■ Exercise input

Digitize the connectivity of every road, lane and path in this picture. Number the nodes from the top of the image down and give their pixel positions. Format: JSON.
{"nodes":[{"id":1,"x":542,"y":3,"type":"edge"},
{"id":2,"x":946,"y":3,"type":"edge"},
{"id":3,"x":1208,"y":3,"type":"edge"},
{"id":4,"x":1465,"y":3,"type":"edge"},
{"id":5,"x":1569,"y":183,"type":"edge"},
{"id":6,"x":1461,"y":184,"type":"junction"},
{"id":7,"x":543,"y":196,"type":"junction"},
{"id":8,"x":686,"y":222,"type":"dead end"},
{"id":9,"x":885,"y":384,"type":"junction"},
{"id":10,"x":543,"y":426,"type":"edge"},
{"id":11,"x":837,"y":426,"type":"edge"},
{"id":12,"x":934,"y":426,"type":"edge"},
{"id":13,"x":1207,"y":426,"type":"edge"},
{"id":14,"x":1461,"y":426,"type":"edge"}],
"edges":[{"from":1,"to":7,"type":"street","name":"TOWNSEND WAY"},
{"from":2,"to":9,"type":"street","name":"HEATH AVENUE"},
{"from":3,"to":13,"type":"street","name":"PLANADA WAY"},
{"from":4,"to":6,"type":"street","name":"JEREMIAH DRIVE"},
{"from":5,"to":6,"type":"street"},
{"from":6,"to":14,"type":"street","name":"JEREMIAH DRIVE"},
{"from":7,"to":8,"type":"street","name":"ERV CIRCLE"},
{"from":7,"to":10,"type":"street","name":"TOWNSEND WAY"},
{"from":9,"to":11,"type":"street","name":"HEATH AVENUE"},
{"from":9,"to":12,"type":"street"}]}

■ What you will do
All the lines above should appear again in the answer, exactly as written.

■ Response to the task
Digitize the connectivity of every road, lane and path in this picture. Number the nodes from the top of the image down and give their pixel positions. Format: JSON.
{"nodes":[{"id":1,"x":542,"y":3,"type":"edge"},
{"id":2,"x":946,"y":3,"type":"edge"},
{"id":3,"x":1208,"y":3,"type":"edge"},
{"id":4,"x":1465,"y":3,"type":"edge"},
{"id":5,"x":1569,"y":183,"type":"edge"},
{"id":6,"x":1461,"y":184,"type":"junction"},
{"id":7,"x":543,"y":196,"type":"junction"},
{"id":8,"x":686,"y":222,"type":"dead end"},
{"id":9,"x":885,"y":384,"type":"junction"},
{"id":10,"x":543,"y":426,"type":"edge"},
{"id":11,"x":837,"y":426,"type":"edge"},
{"id":12,"x":934,"y":426,"type":"edge"},
{"id":13,"x":1207,"y":426,"type":"edge"},
{"id":14,"x":1461,"y":426,"type":"edge"}],
"edges":[{"from":1,"to":7,"type":"street","name":"TOWNSEND WAY"},
{"from":2,"to":9,"type":"street","name":"HEATH AVENUE"},
{"from":3,"to":13,"type":"street","name":"PLANADA WAY"},
{"from":4,"to":6,"type":"street","name":"JEREMIAH DRIVE"},
{"from":5,"to":6,"type":"street"},
{"from":6,"to":14,"type":"street","name":"JEREMIAH DRIVE"},
{"from":7,"to":8,"type":"street","name":"ERV CIRCLE"},
{"from":7,"to":10,"type":"street","name":"TOWNSEND WAY"},
{"from":9,"to":11,"type":"street","name":"HEATH AVENUE"},
{"from":9,"to":12,"type":"street"}]}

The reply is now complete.